(Collected data)
▶

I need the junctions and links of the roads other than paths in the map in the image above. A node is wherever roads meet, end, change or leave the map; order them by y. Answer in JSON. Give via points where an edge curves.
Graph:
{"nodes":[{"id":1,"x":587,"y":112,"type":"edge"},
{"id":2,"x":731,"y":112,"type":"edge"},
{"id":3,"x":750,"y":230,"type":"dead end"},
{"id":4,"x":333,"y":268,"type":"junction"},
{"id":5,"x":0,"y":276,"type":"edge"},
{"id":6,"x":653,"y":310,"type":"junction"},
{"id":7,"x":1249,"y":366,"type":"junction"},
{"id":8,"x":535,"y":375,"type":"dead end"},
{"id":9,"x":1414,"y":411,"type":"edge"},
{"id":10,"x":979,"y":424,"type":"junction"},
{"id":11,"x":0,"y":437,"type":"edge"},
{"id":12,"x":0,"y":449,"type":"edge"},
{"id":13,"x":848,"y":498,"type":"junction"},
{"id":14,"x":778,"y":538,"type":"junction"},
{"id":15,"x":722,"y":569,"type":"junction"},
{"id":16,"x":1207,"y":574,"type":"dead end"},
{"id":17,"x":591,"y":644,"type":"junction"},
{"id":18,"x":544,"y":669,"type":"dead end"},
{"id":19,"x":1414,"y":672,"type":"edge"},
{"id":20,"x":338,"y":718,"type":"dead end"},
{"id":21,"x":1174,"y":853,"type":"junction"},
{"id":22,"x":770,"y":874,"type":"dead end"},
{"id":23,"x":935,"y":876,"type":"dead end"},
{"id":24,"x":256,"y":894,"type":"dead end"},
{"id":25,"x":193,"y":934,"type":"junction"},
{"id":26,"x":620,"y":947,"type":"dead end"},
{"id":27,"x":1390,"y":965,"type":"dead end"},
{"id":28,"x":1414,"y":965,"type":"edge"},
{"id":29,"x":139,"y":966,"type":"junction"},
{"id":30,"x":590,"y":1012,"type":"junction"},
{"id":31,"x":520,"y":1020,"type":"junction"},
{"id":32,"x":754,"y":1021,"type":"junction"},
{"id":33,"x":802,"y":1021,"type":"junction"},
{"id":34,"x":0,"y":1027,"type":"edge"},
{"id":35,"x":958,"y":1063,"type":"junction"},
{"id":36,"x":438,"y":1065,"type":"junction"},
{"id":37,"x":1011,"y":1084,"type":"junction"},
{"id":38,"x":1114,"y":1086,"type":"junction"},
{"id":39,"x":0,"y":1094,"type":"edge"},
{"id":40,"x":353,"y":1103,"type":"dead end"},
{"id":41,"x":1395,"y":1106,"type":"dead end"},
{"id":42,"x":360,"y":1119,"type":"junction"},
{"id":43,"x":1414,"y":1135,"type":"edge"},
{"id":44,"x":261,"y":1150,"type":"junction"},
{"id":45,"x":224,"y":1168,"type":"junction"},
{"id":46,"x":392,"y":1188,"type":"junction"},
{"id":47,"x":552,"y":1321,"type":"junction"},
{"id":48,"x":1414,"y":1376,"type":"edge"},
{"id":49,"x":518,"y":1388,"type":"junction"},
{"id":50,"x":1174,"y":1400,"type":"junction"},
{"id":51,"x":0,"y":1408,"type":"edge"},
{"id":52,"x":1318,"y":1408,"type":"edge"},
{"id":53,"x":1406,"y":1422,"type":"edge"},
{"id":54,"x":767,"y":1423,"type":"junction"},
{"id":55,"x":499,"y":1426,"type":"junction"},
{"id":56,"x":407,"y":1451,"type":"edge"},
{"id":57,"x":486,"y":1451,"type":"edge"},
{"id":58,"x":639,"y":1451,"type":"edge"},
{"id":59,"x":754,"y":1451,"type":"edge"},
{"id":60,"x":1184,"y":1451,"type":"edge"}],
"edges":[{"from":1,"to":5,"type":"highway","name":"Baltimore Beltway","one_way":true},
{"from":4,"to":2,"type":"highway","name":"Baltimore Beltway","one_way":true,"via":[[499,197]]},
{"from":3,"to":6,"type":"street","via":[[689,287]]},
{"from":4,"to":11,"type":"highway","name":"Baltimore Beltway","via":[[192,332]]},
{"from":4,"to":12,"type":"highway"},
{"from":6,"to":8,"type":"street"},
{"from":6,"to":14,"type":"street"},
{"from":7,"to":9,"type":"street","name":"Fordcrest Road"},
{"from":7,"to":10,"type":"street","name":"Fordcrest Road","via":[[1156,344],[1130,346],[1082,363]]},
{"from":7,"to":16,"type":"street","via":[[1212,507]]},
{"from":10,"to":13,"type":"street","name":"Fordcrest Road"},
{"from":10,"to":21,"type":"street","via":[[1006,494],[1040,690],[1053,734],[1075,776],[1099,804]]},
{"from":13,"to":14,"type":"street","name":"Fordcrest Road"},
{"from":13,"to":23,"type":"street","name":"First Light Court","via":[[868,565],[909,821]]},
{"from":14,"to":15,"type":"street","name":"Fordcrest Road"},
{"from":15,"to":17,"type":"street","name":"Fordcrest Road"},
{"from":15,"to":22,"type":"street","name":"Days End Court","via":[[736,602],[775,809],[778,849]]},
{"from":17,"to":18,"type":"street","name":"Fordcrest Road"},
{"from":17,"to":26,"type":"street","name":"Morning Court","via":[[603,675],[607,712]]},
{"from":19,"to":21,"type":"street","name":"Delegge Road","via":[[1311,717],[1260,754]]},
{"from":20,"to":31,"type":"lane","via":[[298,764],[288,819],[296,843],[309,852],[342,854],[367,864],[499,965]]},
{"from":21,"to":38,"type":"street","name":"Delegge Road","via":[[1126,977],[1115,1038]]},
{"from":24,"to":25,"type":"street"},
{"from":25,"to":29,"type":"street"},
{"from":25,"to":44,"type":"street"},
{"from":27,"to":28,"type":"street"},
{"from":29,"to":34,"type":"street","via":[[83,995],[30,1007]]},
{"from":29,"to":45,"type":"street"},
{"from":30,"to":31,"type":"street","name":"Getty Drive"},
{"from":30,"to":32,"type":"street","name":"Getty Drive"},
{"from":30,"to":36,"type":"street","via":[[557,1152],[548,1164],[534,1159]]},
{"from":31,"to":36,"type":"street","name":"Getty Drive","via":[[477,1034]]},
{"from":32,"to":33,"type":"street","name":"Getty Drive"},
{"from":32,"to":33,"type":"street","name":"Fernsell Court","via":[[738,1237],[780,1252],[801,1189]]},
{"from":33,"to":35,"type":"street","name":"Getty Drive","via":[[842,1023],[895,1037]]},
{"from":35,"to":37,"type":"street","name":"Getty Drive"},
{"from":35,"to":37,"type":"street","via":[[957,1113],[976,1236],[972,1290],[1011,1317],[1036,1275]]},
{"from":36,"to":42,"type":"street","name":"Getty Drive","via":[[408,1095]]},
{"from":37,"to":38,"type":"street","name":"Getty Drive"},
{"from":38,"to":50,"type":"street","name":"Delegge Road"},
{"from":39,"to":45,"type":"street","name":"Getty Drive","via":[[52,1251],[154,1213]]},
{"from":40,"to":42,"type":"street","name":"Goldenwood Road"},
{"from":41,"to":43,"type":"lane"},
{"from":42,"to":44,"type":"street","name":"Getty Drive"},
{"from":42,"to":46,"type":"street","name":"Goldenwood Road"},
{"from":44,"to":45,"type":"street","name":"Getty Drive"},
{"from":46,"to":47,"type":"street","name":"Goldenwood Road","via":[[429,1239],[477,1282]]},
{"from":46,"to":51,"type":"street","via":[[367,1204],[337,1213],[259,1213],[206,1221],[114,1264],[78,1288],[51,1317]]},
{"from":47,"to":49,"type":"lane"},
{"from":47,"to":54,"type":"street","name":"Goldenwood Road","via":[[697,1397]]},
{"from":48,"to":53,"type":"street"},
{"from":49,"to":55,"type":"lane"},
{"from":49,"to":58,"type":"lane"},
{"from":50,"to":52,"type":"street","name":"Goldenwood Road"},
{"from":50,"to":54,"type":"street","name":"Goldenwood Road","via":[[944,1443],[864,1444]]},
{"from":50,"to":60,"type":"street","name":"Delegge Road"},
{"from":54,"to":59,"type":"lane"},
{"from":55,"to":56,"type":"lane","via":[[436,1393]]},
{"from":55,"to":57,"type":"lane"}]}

◀
▶

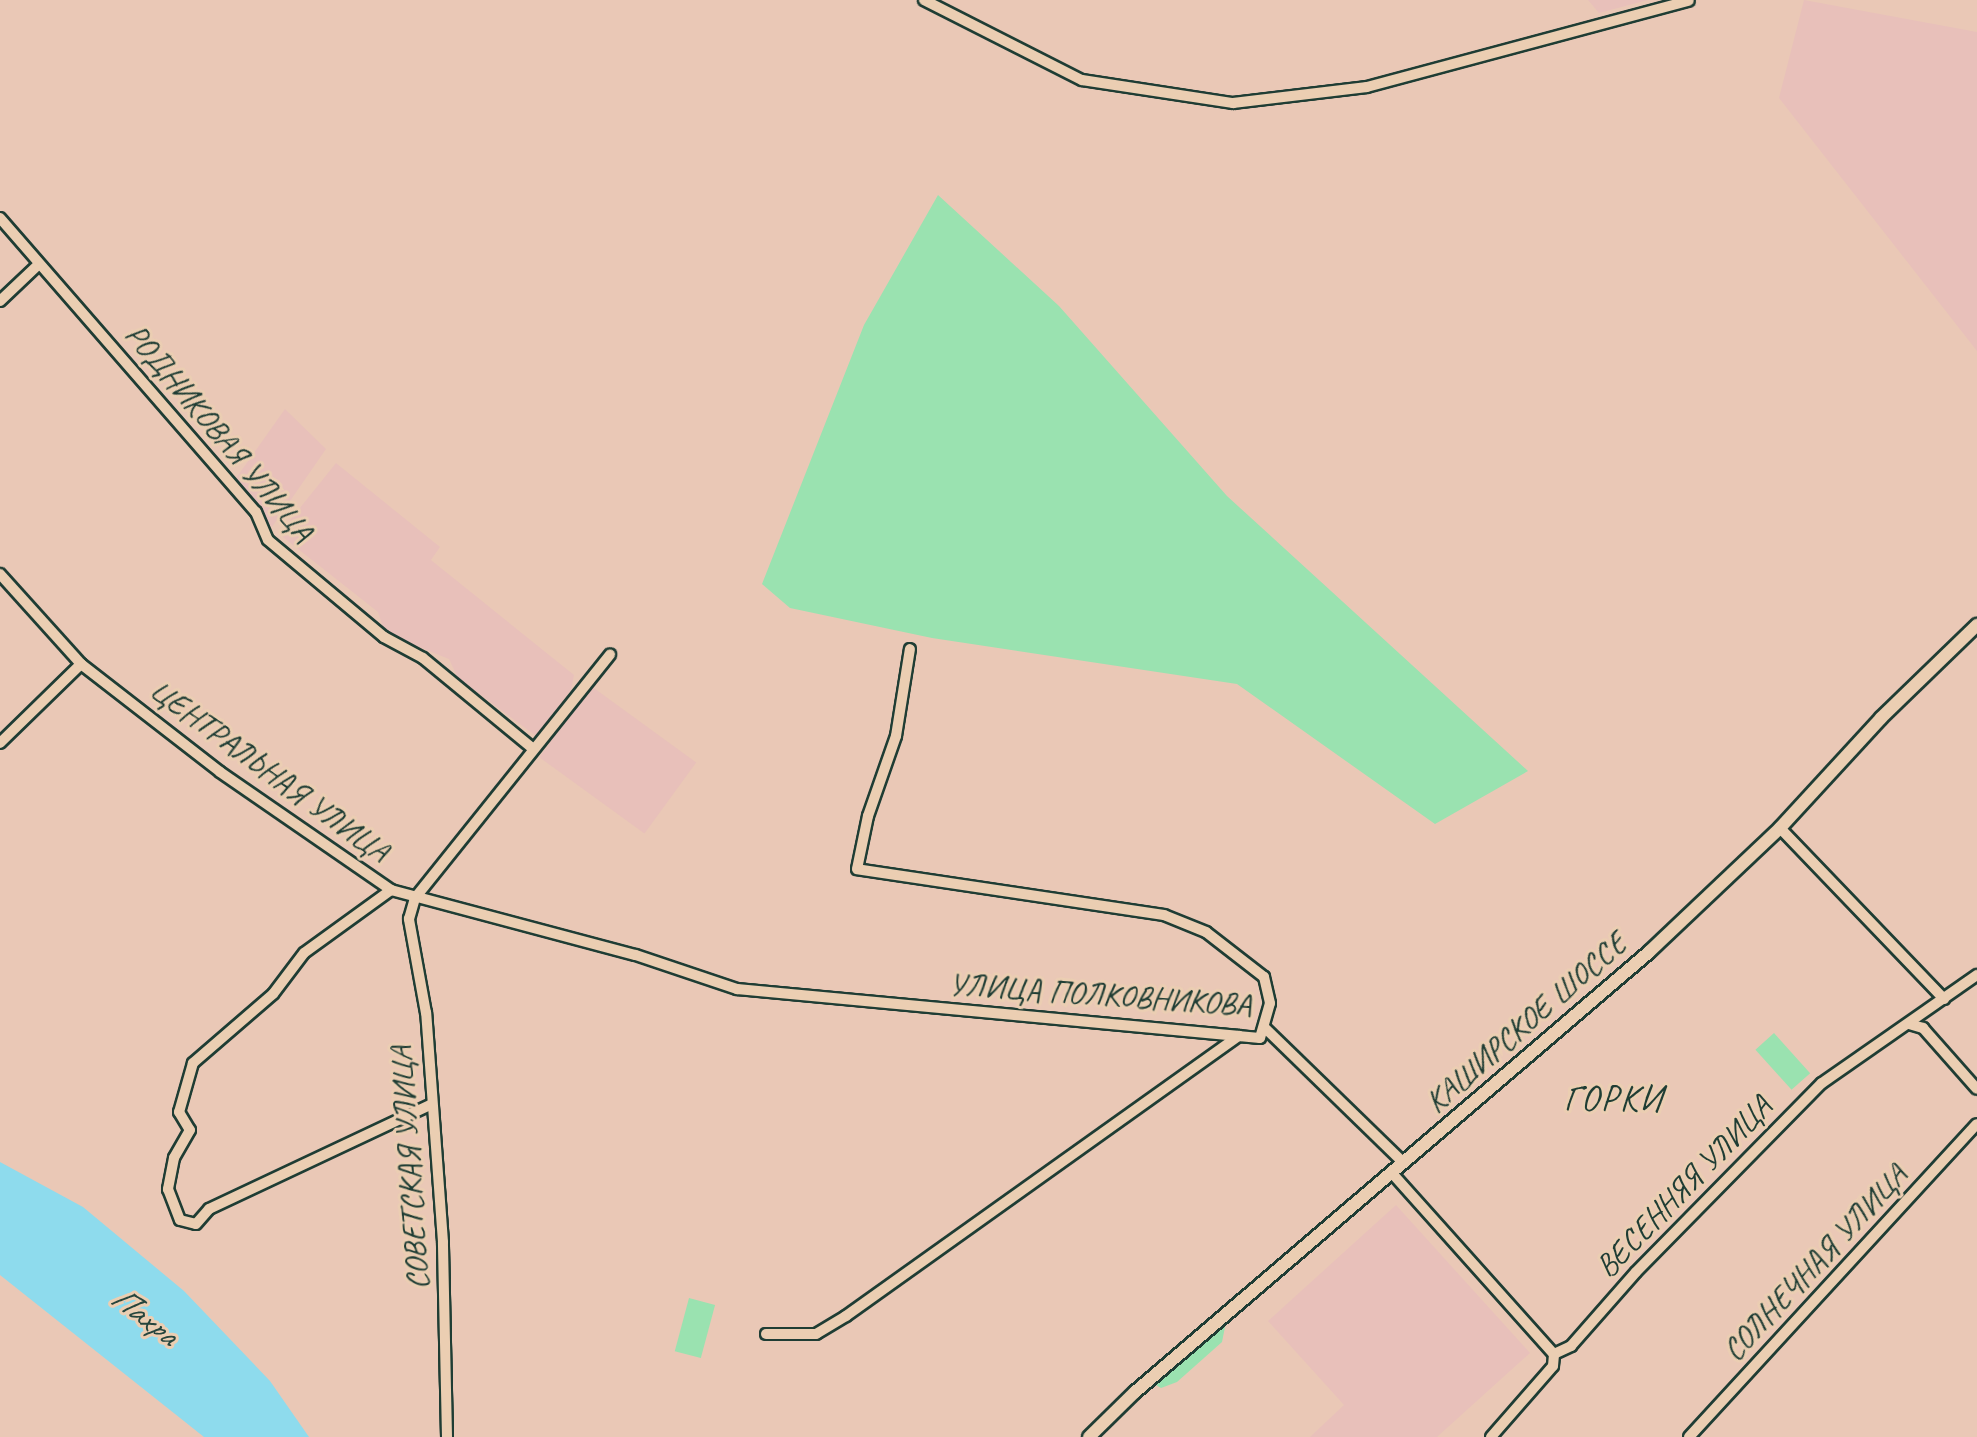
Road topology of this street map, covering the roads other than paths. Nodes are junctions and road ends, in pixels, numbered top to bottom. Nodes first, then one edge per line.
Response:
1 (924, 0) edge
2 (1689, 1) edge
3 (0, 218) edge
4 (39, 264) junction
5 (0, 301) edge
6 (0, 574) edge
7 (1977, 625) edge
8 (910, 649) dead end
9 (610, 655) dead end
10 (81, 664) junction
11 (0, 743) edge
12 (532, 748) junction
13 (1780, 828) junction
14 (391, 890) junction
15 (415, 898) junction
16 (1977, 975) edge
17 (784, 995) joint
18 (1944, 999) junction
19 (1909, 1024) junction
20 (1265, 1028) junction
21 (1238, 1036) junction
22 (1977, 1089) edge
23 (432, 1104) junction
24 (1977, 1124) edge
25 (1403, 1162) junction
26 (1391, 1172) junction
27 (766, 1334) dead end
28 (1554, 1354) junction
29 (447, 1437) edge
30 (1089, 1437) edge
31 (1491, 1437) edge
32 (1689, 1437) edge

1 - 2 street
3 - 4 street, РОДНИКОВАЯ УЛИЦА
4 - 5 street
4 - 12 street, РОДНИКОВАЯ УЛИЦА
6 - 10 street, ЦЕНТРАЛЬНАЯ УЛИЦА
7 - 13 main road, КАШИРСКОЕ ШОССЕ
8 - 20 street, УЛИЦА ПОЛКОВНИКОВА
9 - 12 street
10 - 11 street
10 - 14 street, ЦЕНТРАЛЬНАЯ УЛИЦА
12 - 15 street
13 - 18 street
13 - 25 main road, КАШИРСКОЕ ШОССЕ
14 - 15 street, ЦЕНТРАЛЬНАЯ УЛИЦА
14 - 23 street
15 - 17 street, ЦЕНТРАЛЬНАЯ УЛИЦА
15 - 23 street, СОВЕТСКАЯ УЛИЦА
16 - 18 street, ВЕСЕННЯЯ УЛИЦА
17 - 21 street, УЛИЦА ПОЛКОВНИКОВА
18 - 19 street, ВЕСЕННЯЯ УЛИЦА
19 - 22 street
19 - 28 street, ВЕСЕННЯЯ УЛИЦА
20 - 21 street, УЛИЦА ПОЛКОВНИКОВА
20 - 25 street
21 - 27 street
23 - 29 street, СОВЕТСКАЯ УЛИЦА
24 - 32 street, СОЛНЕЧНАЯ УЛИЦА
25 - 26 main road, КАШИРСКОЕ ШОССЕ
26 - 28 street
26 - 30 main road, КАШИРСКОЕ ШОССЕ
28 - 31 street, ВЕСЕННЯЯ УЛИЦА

◀

> **Task prompt**
The lines above that hold the string "paths" are to be located and copied.

> **Response to the task**
I need the junctions and links of the roads other than paths in the map in the image above. A node is wherever roads meet, end, change or leave the map; order them by y. Answer in JSON. Give via points where an edge curves.
Road topology of this street map, covering the roads other than paths. Nodes are junctions and road ends, in pixels, numbered top to bottom. Nodes first, then one edge per line.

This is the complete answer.